Among the entries below, find each line holding "down" and return it.

Stored entries

* * * *

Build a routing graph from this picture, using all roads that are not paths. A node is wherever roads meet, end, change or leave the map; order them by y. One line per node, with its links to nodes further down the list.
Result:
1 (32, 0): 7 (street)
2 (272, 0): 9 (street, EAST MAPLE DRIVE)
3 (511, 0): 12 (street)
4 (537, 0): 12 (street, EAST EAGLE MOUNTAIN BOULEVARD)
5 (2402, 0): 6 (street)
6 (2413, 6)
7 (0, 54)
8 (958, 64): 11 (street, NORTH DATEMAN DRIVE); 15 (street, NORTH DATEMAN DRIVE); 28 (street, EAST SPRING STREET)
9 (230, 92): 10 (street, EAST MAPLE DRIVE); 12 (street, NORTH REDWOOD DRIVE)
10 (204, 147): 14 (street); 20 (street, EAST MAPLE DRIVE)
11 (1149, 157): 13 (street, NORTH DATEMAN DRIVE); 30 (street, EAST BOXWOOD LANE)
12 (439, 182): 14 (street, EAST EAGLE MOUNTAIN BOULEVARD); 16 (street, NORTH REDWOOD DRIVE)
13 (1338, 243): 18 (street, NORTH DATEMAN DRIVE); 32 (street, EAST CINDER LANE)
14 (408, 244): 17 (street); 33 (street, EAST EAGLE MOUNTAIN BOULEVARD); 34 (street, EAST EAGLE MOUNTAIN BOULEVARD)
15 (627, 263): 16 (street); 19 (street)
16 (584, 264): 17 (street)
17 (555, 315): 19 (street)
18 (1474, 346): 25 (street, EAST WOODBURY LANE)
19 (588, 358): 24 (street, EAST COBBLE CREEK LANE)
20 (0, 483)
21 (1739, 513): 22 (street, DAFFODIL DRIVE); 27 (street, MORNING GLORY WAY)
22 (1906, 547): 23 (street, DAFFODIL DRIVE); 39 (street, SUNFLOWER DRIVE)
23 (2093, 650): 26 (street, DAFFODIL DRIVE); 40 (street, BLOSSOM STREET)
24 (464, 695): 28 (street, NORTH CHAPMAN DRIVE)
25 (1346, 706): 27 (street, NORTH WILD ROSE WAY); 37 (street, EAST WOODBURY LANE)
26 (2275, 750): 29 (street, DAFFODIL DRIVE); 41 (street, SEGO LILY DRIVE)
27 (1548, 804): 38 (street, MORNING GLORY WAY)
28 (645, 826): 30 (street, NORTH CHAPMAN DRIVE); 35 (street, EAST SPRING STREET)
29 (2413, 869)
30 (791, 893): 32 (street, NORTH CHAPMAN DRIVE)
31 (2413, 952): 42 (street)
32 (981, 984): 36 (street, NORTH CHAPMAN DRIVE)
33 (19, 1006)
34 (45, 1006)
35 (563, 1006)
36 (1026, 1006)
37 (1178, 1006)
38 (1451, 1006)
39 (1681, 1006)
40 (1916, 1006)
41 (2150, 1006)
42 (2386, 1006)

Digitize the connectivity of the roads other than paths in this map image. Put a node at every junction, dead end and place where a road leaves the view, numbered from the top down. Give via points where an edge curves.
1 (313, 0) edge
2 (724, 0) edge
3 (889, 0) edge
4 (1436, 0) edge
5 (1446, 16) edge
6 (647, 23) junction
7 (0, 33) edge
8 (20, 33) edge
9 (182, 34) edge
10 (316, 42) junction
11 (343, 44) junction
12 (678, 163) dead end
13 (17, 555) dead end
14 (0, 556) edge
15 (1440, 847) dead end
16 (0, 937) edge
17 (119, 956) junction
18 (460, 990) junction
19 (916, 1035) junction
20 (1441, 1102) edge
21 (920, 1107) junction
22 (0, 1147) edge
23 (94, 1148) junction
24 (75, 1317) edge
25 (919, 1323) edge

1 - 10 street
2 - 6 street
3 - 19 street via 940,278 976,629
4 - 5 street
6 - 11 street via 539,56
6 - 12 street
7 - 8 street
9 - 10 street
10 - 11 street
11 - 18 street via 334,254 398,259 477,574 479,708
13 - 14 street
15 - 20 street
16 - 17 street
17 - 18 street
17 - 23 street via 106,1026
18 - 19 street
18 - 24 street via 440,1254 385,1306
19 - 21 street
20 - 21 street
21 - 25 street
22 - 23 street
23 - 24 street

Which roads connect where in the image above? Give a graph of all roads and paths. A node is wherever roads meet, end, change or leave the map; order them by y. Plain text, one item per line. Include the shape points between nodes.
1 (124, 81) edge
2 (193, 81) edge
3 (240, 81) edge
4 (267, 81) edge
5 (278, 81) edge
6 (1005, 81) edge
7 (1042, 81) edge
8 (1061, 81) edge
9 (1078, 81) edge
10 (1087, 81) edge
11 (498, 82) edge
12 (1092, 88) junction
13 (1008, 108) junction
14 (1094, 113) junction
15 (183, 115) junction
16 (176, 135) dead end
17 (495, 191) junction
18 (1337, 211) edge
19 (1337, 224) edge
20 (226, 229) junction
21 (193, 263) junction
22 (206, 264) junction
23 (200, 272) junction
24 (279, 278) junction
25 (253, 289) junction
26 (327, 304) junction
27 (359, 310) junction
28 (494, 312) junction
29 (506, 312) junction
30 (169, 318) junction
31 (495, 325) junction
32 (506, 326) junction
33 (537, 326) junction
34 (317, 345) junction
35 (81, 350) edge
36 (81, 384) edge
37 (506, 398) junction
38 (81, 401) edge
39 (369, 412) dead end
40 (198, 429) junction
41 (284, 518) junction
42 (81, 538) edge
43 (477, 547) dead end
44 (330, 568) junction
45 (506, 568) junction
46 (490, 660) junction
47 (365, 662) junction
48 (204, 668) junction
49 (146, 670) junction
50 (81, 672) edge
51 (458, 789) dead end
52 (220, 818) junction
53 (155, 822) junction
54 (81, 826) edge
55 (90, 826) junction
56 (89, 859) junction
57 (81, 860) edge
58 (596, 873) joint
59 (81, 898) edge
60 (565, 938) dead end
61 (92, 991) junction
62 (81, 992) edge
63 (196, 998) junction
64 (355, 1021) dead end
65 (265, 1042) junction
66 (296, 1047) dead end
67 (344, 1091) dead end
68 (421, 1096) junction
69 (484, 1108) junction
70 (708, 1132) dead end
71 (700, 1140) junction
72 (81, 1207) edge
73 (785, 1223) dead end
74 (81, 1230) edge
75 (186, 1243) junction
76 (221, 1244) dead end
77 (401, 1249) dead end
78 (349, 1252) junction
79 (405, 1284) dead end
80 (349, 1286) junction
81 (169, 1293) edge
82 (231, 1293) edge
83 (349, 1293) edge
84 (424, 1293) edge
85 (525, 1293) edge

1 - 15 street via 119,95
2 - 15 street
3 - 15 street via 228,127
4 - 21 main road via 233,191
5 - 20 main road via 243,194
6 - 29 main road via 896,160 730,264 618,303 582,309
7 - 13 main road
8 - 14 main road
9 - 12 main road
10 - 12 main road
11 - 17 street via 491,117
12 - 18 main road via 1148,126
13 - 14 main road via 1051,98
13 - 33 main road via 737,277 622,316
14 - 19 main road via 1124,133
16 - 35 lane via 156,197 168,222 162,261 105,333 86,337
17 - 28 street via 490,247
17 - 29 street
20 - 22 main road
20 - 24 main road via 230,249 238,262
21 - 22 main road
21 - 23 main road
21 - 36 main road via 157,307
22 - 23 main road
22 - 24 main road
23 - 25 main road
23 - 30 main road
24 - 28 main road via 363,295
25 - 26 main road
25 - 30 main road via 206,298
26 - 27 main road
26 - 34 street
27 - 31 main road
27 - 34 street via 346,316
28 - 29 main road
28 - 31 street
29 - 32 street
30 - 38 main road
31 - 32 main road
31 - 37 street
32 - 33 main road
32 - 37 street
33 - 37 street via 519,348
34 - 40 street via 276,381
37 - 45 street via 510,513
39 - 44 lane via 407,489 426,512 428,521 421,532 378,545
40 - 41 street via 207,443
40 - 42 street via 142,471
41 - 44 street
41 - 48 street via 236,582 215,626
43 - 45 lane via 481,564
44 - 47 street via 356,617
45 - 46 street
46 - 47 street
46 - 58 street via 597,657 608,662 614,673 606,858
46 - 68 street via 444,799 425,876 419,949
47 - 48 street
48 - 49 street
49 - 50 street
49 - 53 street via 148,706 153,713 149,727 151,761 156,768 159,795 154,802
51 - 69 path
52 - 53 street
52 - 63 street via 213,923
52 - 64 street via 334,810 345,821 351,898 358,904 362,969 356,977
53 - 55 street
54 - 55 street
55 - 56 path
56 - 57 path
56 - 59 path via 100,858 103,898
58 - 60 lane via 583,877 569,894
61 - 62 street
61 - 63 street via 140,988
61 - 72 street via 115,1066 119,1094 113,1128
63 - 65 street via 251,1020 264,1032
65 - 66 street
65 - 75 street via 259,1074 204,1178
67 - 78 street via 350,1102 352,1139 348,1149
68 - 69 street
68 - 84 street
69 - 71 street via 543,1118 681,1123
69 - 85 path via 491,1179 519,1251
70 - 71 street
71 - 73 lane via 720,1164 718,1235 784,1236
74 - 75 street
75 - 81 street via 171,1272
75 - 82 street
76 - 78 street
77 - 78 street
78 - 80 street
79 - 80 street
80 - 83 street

* * * *

- **Task output**
Build a routing graph from this picture, using all roads that are not paths. A node is wherever roads meet, end, change or leave the map; order them by y. One line per node, with its links to nodes further down the list.
Digitize the connectivity of the roads other than paths in this map image. Put a node at every junction, dead end and place where a road leaves the view, numbered from the top down. Give via points where an edge curves.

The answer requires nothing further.